If you know anything I should be taking into account, I'd love to hear it. I won't bore you with the whole story, but basically I'm hunting for an agent for the first time in a few years,, and it seems like I'm querying in a whole new landscape.
Sincerely,
Stranger in a strange land
Dear Stranger,
You're right. The YA landscape has changed in the last 15-20 years, so if you're just jumping back in, you are seeing a difference.
You see, 15 years ago, YA was kind of a new thing. Not entirely, of course, but as a category, it was still pretty fresh. When I was growing up, there was YA section at the library, but it was tiny - a few books by S E Hinton, Robert Cormier, Paul Zindel and Gordon Korman. I basically moved from the kids' section of the library to Stephen King and Virginia Andrews because YA as we know it today didn't really exist.
Today the YA section is my local library is a full section with multiple shelves plus a couple of big displays for the librarians' choices and a theme that changes monthly.
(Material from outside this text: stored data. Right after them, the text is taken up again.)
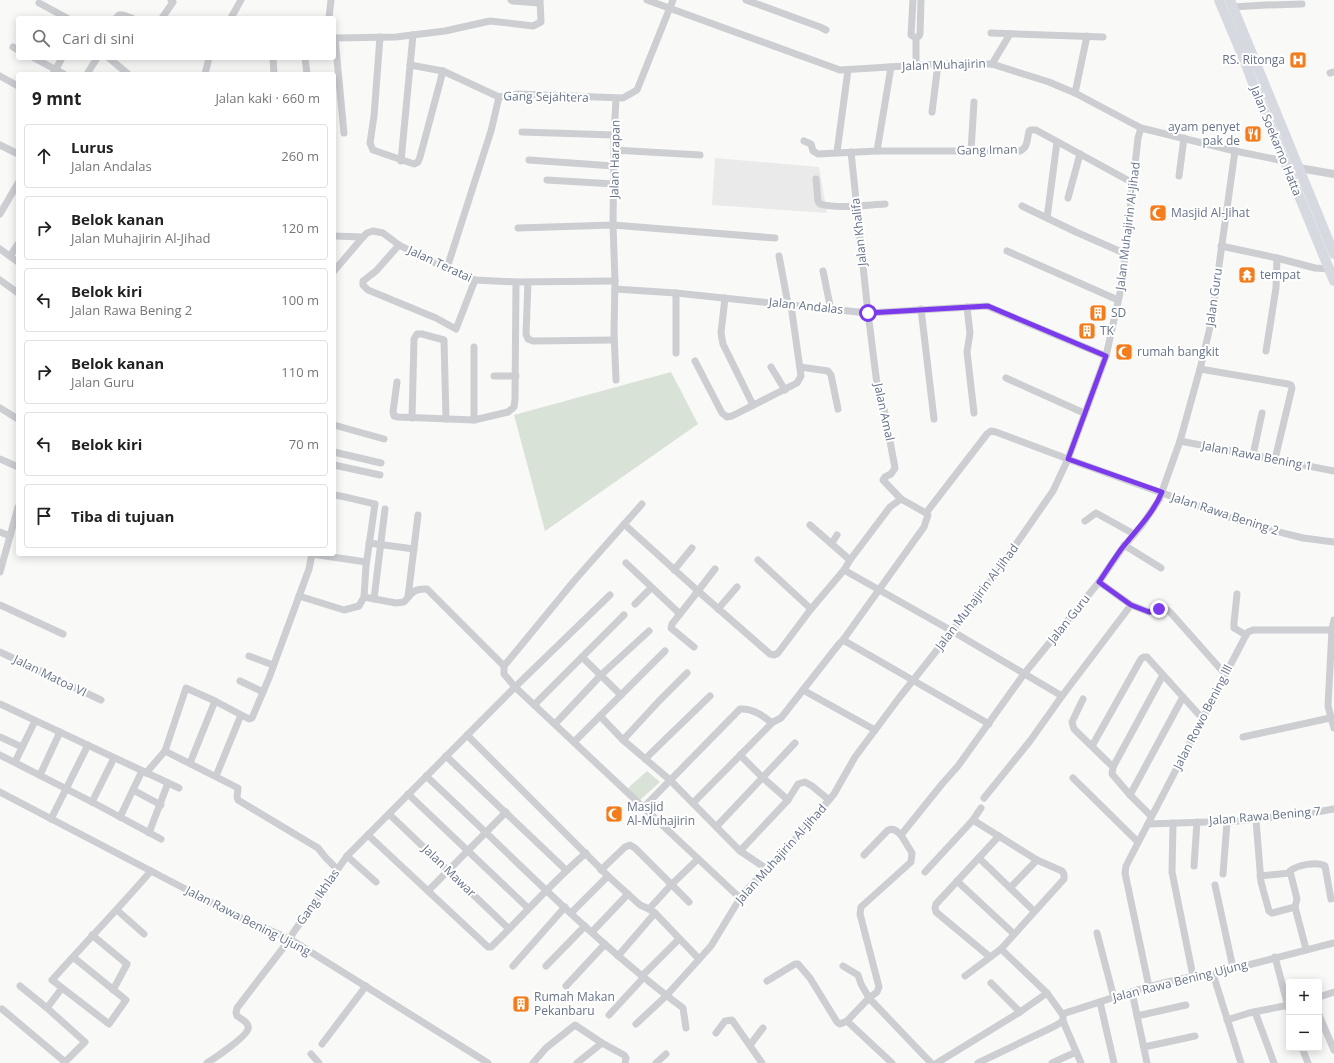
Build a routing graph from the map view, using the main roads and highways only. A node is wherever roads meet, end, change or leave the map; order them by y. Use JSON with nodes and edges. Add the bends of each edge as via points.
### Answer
{"nodes":[{"id":1,"x":1219,"y":0,"type":"edge"},
{"id":2,"x":1233,"y":8,"type":"edge"},
{"id":3,"x":1227,"y":21,"type":"junction"},
{"id":4,"x":1334,"y":254,"type":"edge"},
{"id":5,"x":1334,"y":281,"type":"edge"}],
"edges":[{"from":1,"to":3,"type":"main road","name":"Jalan Soekarno Hatta"},
{"from":2,"to":3,"type":"main road"},
{"from":2,"to":4,"type":"main road","name":"Jalan Soekarno Hatta"},
{"from":3,"to":5,"type":"main road","name":"Jalan Soekarno Hatta"}]}
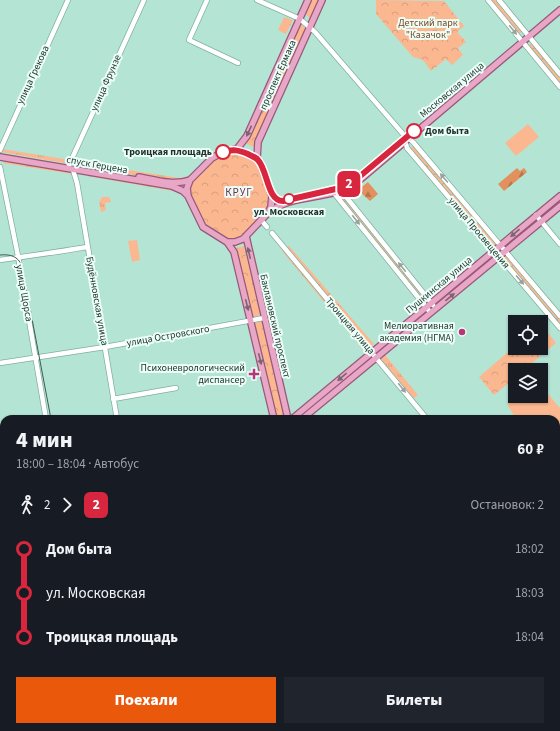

And that's why you're seeing a change to acquisitions. There is a whole lot of amazing YA literature that already exists, a whole back catalogue of those books that were acquired and published over the last 20 years. 15 years ago when you were querying, agents and publishers were hungry for YA because it was proving popular with readers and there wasn't enough out there to satisfy demand. Writers obviously take longer to write books than it takes for readers to devour them, so there was kind of a frenzy of acquisition at this time.
Now that there is so much YA available, agents and publishers are more focused on filling gaps in the market, especially around broadening representation. So the kinds of YA book that were getting snapped up in 2010 are not receiving the same level of interest now.
Hopefully that answers your question. It's tough out there, I know, but don't give up.
X O'Abby
Great answer. I've noticed that what publishers are looking for in terms of genres goes in cycles too.